### [Data for review]
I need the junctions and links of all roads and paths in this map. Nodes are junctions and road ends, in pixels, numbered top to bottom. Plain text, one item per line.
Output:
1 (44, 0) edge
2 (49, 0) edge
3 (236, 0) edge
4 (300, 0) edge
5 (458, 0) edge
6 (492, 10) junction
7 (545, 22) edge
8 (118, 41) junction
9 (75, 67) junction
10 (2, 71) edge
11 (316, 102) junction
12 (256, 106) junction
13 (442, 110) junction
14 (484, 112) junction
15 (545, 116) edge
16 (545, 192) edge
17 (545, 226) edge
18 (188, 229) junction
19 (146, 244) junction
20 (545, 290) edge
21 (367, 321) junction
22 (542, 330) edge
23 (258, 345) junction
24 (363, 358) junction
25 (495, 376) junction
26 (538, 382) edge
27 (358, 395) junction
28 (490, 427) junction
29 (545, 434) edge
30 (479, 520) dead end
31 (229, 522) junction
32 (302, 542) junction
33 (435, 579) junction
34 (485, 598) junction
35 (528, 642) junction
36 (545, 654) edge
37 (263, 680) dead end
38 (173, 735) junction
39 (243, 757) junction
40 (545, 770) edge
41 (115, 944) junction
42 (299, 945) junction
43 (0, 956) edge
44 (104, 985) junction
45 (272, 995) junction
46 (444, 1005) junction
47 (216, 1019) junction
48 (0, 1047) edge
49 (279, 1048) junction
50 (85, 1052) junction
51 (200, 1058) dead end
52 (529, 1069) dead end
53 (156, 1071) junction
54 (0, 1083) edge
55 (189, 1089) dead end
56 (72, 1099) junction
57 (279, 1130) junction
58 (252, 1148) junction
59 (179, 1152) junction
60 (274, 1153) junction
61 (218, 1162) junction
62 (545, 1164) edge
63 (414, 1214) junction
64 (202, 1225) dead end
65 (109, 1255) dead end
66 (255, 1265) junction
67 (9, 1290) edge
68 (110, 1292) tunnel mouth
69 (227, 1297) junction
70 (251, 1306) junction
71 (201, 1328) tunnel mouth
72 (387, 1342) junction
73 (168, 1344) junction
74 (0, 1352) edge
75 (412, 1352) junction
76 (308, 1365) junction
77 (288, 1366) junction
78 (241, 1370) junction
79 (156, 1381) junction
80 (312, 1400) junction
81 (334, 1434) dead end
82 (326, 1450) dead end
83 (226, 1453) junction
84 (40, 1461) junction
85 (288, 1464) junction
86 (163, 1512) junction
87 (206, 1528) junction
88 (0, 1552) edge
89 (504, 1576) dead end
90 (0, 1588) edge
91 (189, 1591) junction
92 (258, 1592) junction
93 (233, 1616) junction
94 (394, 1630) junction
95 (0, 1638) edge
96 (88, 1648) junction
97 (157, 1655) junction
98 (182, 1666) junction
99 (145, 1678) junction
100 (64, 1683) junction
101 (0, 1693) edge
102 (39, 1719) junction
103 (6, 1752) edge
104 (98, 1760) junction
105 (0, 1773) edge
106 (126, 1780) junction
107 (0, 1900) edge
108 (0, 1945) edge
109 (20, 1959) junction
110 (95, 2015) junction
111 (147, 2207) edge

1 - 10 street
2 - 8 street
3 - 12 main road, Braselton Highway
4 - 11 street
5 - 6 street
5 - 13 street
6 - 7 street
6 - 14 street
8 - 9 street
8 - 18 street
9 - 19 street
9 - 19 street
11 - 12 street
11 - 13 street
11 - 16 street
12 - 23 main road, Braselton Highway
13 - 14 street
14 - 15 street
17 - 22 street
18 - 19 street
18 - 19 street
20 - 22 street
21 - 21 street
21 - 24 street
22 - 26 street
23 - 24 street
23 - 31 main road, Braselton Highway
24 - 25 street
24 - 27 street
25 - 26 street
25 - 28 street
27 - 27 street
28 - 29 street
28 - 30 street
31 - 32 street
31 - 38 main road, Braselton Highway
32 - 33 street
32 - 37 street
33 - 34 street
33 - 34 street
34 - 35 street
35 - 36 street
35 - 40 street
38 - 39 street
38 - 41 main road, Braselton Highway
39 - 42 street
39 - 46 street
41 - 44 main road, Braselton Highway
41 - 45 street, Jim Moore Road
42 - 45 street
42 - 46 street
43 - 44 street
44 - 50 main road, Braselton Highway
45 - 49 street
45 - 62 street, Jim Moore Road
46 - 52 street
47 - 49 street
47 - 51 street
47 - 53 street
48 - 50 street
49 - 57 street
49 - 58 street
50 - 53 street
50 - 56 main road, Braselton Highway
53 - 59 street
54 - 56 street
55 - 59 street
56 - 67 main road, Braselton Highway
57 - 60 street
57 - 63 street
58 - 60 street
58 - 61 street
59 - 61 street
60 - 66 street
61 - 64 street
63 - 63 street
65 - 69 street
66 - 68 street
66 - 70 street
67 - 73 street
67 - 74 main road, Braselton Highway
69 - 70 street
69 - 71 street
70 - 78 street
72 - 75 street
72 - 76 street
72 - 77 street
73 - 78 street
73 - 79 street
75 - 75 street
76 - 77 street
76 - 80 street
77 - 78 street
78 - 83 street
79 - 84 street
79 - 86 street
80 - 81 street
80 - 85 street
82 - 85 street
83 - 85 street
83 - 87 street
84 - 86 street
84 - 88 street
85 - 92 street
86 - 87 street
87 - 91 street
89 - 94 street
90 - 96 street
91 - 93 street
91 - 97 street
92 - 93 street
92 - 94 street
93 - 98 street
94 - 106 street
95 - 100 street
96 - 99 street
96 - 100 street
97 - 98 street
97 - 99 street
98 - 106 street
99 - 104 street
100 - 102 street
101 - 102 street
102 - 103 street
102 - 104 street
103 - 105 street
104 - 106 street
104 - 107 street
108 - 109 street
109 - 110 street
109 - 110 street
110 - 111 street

### [Required action]
Find the word "Highway" in the listing above. Copy each line where it appears.

### [Result of this task]
3 - 12 main road, Braselton Highway
12 - 23 main road, Braselton Highway
23 - 31 main road, Braselton Highway
31 - 38 main road, Braselton Highway
38 - 41 main road, Braselton Highway
41 - 44 main road, Braselton Highway
44 - 50 main road, Braselton Highway
50 - 56 main road, Braselton Highway
56 - 67 main road, Braselton Highway
67 - 74 main road, Braselton Highway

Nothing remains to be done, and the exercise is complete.